I understand they have a lot of traffic problems with their mixed traffic trams.

Philadelphia, on the other hand, manages to operate a mixed traffic system pretty well.

Reply
John-2 February 12, 2016 - 3:01 am

Looking at the map of the proposed routing last week, one of my concerns would be the streets they’re sending it down over an extended stretch between LIC and DUMBO have poor transfer options to the subway. The line runs over the York Street station on the F, so that’s one connection, but it’s two blocks west of the Bedford Avenue stop on the L and five west of Marcy Avenue on the J/M/Z (it’s not directly over any station on its routing north of York/Jay until it meets the F train again at 21st-Queensbridge, though the line runs close enough to the 7 and the E/G/M in and around Vernon/Jackson and Court Square to at least make the idea of a subway-to-trolley transfer palatable).

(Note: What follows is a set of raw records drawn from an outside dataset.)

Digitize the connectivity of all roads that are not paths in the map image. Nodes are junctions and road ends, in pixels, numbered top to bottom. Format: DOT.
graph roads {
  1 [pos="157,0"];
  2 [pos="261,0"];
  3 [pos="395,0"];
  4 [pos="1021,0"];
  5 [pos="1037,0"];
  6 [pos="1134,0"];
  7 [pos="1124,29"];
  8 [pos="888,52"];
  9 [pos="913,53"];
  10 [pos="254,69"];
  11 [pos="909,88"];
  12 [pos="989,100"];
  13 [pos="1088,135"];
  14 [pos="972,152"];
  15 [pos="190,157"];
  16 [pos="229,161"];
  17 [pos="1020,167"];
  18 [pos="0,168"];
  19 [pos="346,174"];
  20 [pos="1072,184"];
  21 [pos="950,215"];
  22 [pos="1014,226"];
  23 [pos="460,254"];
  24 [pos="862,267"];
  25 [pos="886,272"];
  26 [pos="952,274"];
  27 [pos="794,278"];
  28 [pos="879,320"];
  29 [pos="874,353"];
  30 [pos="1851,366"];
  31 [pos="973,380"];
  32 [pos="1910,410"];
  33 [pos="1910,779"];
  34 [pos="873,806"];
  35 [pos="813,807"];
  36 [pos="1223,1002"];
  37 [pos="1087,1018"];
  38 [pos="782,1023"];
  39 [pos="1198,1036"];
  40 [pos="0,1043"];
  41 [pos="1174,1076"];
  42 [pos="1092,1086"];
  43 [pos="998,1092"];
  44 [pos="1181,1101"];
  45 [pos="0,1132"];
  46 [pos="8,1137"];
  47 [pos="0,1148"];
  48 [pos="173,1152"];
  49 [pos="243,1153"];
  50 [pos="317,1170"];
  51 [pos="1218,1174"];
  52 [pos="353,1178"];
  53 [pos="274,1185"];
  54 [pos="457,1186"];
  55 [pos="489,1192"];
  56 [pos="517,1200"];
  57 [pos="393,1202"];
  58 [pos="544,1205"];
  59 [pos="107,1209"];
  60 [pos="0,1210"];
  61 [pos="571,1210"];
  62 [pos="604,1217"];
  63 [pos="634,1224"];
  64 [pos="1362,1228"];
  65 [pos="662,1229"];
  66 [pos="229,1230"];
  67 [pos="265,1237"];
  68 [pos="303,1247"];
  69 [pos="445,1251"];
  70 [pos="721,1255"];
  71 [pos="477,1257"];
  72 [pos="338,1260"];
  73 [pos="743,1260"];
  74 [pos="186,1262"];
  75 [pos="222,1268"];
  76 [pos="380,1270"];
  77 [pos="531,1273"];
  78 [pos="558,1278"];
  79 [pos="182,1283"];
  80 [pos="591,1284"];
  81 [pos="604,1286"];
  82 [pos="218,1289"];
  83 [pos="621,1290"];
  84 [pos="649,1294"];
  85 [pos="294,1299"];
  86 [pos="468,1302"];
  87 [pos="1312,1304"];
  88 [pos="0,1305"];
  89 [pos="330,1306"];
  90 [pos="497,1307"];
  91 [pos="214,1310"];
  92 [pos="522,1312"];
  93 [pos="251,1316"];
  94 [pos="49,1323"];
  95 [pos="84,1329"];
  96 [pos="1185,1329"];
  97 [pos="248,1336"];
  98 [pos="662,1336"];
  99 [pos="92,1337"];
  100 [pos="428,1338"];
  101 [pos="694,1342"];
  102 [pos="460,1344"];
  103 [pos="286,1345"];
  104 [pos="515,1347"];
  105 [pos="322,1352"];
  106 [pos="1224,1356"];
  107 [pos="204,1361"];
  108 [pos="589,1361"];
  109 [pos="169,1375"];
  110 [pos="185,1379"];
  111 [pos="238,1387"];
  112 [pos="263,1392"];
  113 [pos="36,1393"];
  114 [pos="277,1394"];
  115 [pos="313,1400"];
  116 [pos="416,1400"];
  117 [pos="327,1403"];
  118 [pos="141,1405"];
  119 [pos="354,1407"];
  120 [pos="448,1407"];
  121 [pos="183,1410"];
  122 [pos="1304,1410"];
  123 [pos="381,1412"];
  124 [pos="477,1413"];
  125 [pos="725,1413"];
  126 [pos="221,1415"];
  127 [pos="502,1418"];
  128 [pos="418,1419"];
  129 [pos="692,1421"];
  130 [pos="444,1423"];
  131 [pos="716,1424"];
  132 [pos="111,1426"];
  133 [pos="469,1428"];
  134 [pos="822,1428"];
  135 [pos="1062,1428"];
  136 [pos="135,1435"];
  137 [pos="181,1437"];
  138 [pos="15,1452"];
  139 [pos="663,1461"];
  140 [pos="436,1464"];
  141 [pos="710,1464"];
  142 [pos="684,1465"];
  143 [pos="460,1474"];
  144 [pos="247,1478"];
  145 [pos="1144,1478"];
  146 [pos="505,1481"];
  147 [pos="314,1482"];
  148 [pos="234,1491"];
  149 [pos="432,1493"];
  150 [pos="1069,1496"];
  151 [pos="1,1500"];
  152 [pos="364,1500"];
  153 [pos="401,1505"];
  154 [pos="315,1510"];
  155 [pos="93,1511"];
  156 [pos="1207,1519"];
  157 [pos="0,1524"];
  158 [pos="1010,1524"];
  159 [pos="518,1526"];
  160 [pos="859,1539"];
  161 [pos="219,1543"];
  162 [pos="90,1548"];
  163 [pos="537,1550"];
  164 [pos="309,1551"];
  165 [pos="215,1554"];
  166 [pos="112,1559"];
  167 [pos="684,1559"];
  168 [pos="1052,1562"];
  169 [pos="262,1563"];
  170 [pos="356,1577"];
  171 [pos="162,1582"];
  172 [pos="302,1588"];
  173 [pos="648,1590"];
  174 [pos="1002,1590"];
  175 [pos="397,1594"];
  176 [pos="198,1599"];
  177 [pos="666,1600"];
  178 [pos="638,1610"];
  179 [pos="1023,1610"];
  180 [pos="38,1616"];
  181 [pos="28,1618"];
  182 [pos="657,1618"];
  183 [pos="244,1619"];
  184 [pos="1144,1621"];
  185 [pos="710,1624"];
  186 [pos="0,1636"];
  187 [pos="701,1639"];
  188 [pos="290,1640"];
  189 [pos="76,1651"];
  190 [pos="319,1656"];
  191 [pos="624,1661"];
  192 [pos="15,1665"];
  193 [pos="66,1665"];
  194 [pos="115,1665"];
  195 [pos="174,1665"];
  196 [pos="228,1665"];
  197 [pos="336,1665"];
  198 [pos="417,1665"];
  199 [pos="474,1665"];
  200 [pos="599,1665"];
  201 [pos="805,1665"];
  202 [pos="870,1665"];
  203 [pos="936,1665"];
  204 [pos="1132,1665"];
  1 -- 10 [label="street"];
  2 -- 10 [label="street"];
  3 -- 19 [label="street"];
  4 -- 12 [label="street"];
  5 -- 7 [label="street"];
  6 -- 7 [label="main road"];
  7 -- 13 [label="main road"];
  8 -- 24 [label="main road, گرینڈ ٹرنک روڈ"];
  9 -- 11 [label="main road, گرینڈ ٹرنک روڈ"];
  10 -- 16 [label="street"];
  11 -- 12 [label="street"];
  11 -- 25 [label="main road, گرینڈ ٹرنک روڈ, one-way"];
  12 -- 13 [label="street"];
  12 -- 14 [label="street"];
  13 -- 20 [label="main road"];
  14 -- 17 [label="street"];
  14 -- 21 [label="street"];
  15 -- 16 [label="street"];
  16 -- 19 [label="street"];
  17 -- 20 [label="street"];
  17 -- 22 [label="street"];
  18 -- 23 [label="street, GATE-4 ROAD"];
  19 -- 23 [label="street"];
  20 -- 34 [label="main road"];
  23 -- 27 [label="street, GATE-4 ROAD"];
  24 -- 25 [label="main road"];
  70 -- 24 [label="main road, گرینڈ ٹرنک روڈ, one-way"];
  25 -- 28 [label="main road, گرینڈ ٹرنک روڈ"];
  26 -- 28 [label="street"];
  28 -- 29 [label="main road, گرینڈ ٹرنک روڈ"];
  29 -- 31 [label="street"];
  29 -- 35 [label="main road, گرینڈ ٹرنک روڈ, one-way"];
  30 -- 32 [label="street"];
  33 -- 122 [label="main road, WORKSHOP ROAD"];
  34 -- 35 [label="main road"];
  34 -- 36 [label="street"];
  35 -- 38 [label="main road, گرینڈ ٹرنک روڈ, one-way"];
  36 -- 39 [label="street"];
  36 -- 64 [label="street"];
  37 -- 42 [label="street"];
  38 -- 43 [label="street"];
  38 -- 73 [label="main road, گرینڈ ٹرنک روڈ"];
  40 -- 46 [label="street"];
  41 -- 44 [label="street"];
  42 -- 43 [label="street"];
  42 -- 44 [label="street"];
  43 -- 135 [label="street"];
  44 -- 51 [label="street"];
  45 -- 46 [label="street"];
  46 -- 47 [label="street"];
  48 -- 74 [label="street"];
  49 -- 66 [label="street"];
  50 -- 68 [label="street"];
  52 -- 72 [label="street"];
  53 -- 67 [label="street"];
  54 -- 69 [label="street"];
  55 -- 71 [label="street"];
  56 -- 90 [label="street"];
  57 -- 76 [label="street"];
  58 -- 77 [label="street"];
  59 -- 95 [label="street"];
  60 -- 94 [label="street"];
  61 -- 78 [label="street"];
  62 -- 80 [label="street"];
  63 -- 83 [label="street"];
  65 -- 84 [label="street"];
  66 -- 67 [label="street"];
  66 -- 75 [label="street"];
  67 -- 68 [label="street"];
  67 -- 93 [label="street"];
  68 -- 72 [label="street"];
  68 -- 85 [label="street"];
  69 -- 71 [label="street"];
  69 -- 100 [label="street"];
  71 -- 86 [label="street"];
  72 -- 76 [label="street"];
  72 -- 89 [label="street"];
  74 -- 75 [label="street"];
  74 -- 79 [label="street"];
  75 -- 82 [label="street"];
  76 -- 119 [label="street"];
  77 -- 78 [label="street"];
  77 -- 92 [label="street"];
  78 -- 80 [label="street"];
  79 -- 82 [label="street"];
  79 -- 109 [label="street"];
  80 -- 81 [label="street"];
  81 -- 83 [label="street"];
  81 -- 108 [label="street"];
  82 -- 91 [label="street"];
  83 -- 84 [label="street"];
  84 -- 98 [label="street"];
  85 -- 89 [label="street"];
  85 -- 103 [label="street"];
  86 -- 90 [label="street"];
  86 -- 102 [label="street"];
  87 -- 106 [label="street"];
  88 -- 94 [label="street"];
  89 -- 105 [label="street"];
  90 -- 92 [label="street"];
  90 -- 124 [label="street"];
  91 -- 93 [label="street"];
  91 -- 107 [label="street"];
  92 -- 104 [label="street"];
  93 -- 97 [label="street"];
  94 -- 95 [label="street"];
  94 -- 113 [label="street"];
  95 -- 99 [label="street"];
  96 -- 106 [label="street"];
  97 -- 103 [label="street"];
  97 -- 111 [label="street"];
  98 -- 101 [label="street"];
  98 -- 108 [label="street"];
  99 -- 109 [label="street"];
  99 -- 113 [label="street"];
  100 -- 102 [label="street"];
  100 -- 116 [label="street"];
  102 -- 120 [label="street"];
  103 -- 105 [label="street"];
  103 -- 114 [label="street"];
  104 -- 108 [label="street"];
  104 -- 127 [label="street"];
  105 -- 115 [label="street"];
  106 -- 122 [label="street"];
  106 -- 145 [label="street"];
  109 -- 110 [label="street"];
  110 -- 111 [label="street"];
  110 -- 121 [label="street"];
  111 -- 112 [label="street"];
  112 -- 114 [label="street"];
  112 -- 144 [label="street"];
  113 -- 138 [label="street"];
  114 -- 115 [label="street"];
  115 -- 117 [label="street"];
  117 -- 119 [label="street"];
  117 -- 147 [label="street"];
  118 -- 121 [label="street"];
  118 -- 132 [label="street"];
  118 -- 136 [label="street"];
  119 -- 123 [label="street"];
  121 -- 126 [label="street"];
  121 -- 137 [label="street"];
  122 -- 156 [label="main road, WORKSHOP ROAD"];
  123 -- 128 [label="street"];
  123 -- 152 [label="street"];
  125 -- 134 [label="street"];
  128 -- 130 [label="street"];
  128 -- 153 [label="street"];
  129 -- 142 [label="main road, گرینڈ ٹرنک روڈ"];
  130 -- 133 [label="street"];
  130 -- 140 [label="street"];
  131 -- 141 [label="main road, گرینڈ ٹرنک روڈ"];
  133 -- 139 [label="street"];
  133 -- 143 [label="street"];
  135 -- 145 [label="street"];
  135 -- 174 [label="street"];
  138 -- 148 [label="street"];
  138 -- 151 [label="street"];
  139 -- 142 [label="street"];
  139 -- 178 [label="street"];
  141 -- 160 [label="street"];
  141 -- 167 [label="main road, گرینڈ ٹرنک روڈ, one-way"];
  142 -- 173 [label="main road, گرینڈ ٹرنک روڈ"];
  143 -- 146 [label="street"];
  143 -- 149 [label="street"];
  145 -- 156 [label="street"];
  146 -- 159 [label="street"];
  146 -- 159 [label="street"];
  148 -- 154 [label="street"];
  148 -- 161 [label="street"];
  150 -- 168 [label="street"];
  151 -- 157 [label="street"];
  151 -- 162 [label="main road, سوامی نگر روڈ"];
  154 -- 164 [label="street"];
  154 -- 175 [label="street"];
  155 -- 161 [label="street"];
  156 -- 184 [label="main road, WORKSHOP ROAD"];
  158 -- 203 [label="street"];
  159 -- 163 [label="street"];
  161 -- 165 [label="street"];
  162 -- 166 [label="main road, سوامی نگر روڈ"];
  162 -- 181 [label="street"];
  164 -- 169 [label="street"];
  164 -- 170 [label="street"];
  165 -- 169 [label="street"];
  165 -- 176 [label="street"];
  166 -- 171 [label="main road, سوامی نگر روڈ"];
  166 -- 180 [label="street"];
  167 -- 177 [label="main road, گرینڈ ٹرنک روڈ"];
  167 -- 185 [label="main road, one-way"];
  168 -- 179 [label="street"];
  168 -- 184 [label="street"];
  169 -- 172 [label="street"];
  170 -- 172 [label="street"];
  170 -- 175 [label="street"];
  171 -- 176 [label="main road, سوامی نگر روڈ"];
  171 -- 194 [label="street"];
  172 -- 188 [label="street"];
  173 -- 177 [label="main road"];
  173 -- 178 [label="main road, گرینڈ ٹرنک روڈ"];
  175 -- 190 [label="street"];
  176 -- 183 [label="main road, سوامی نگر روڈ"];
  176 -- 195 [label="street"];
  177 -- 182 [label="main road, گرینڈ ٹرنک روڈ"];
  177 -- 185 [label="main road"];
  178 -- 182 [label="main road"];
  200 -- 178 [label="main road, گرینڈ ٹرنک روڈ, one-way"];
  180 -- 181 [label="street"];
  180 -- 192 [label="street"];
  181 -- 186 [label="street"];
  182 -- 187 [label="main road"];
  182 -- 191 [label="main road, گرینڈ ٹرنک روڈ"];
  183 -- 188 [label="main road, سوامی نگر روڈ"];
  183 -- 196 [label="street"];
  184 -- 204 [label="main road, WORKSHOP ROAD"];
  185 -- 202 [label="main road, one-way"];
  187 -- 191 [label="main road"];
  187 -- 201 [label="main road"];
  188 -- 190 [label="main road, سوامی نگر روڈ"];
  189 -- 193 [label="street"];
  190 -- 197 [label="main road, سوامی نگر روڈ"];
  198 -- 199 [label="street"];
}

I know the real estate developers’ goal is to make the riverfront property more valuable by having light rail access as close to the river as possible, but they are going to have to think over how far from a subway station people are going to be willing to walk to get to/from the light rail stops.

Reply
SEAN February 12, 2016 - 9:09 am

There is a city a few hundred miles to the northwest of NYC where streetcars exist in great numbers. This can be quite instructive on what to do as far as building a network that can move hundreds of thousands each day. Of course I’m talking about Toronto & as I speak, the TTC is in process of replacing it’s entire streetcar fleet over the next three years.

Reply
SEAN February 12, 2016 - 9:17 am Reply
Ethan Rauch February 12, 2016 - 10:50 am

A bus is too slow? Has this person ever observed a streetcar operating in mixed traffic? It’s slower than a bus. At least a bus operator can maneuver around crashes and stalled vehicles. “Streetcar” is too often a code word for “developer enrichment scheme.” Streetcars may be OK for less congested cities, but NYC needs reserved bus lanes or light rail in exclusive guideways. And by the way, I believe the case brought against GM was a civil action, so no “fines” were involved in the judgment.

Reply
Bolwerk February 12, 2016 - 11:51 am

Of all the poorly thought out anti-streetcar cliches out there, this is really the dumbest. Like Reason Foundation-level disregard for actual evidence. Have you ever observed a bus operating in mixed traffic? Even though a local transit bus works passably well in low traffic conditions, a bus maneuvering around stalled vehicles is pretty much hell on wheels, seriously possibly worse than streetcars. If those are your conditions, you need traffic calming or lane separation (preferably both).

It’s mostly a red herring anyway. Dedicated light rail lanes should more than suffice for reliability, and that’s what this project mostly includes.

Reply
johndmuller February 12, 2016 - 8:59 pm

Obviously, buses at least have a possibility of getting around a partial blockade of the road, but there will still be the ensuing traffic jam greatly slowing down the bus anyway.

Bus drivers are also pretty effective at playing chicken when they want to maneuver into a contested space even despite their disadvantages w/r length, agility and acceleration. Streetcar operators can be just as aggressive, plus they have an even more intimidating vehicle and while the rails limit their options, that also works as an advantage, since you know that they are not going to swerve off sideways at the last moment because they cannot in fact do that even if they wanted to. Sane pedestrians are not that likely to want to walk in front of a bus, but they are even less likely to want to try their luck with a streetcar.

Streetcar systems seem to more often come with some sort of special consideration w/r traffic signals, etc. than do buses, although it doesn’t have to be that way.